An open problem concerning the Mw 7.4, 1999 İzmit earthquake along the North Anatolian Fault (NAF) system is the apparent conflict between estimates of strike‐slip deformation based on field and remote sensing data. This is due to the fact that the main strand of the NAF west of the epicenter lies below the Sea of Marmara. Seismological evidence and models based on synthetic aperture radar interferometry suggest that coseismic and early postseismic displacement accumulated after the earthquake could have reached the western end of the İzmit Gulf and possibly the southern edge of the Çınarcık Basin, tapering off along the northern coast of the Armutlu Peninsula, more than 60 km from the epicenter.
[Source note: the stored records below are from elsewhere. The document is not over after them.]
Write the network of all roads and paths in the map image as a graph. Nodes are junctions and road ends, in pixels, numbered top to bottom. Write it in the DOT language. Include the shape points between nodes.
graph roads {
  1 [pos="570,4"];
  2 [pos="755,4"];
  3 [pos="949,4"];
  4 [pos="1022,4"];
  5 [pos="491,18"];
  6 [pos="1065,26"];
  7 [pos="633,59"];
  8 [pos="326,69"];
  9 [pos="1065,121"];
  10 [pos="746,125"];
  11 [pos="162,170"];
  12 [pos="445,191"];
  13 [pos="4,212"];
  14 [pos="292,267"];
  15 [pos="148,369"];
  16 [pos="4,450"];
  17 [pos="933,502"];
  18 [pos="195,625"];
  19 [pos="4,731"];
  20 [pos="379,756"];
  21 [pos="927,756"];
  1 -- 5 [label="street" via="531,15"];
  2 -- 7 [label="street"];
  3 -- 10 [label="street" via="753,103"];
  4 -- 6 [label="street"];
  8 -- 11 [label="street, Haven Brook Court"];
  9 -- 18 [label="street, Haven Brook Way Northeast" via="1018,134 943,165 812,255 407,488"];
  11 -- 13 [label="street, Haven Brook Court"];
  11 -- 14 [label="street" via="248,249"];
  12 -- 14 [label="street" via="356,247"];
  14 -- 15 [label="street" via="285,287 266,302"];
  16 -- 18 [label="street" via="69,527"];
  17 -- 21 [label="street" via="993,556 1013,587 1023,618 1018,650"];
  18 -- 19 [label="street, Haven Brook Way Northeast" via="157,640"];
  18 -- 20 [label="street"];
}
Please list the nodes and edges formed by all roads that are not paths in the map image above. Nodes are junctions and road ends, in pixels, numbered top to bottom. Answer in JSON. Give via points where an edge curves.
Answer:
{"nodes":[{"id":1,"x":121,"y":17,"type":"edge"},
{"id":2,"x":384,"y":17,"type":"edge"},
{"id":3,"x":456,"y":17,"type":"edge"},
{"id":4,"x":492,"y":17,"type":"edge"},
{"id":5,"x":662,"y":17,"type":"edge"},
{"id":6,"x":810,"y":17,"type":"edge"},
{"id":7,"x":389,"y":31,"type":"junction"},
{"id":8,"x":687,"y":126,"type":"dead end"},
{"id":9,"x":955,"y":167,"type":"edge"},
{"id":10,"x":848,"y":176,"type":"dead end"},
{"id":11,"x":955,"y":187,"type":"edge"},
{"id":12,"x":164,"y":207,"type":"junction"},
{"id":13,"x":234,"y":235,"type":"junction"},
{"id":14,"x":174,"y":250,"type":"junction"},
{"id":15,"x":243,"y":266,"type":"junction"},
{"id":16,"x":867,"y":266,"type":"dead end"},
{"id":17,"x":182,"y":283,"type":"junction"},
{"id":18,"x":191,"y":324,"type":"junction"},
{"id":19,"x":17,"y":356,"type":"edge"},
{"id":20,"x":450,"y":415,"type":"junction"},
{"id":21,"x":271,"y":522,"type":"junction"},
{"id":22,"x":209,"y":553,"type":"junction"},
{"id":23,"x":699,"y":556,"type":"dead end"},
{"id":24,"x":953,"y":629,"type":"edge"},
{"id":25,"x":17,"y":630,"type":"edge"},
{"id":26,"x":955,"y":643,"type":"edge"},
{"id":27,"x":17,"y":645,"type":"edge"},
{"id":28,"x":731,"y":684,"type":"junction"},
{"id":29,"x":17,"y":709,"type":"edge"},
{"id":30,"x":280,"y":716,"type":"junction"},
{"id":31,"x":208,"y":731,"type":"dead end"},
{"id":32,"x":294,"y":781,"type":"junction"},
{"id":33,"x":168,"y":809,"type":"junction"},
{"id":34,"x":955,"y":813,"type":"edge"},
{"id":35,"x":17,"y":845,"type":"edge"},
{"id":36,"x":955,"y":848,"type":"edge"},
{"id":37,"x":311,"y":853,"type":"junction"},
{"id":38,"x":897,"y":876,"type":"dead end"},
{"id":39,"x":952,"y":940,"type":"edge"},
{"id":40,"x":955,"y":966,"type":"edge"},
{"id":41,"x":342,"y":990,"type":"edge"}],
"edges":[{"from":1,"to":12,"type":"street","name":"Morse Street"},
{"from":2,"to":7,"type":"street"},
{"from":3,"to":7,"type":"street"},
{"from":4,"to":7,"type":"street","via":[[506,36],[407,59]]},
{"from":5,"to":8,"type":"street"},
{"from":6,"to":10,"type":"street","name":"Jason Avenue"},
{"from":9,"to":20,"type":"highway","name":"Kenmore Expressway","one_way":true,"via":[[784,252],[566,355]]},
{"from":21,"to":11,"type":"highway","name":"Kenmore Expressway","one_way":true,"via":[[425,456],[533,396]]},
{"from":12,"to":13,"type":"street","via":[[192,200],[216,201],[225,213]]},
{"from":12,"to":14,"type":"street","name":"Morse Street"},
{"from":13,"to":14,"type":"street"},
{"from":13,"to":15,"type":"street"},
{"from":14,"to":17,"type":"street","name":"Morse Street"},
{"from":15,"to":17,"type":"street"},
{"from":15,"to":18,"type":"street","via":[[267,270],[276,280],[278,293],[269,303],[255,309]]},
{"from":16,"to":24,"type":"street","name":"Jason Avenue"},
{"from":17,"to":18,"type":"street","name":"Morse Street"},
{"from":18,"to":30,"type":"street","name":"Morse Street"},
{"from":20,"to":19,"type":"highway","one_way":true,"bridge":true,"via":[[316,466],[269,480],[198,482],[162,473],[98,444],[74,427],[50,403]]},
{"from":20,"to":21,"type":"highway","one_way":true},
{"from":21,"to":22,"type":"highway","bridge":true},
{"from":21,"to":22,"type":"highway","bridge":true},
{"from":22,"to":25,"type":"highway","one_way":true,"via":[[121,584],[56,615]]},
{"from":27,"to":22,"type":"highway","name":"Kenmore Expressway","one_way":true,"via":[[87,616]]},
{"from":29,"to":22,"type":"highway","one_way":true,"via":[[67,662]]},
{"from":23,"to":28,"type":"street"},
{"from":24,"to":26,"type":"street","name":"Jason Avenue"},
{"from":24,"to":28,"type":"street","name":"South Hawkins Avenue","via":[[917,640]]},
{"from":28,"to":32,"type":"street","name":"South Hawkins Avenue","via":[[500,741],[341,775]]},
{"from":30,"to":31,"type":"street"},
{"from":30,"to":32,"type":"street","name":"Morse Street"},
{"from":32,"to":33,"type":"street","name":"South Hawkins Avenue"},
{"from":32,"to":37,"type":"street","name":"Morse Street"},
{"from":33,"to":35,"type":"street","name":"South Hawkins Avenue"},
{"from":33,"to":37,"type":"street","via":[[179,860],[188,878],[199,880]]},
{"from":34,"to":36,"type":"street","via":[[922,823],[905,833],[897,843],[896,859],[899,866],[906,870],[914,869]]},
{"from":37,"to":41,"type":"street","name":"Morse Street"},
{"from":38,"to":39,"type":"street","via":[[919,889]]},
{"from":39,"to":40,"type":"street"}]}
This scenario is not confirmed by onshore field observations that point toward a termination of the surface rupture around 30 km to the east. These discrepancies convey high uncertainties in the estimate of the tectonic load produced by the İzmit earthquake on the adjacent fault segment toward Istanbul. We analyzed data from different sources, including high‐resolution marine geophysical surveys and two Nautile dives along the fault‐controlled canyon that connects İzmit Çınarcık basins. Our observations suggest that the surface rupture of the 1999 İzmit earthquake propagated through the shallow Gulf but did not reach the deep Marmara basins. In fact, along the slope between Çınarcık and the western end of the İzmit Gulf, we do not observe fault‐related ruptures affecting the seafloor but rather a series of active gas seeps and “black patches” that mark the presence of known active faults. Our findings have implications for seismic risk assessment in the highly populated region of Istanbul, both for the estimate of tectonic load transferred to the next fault segments and the location of the next earthquake.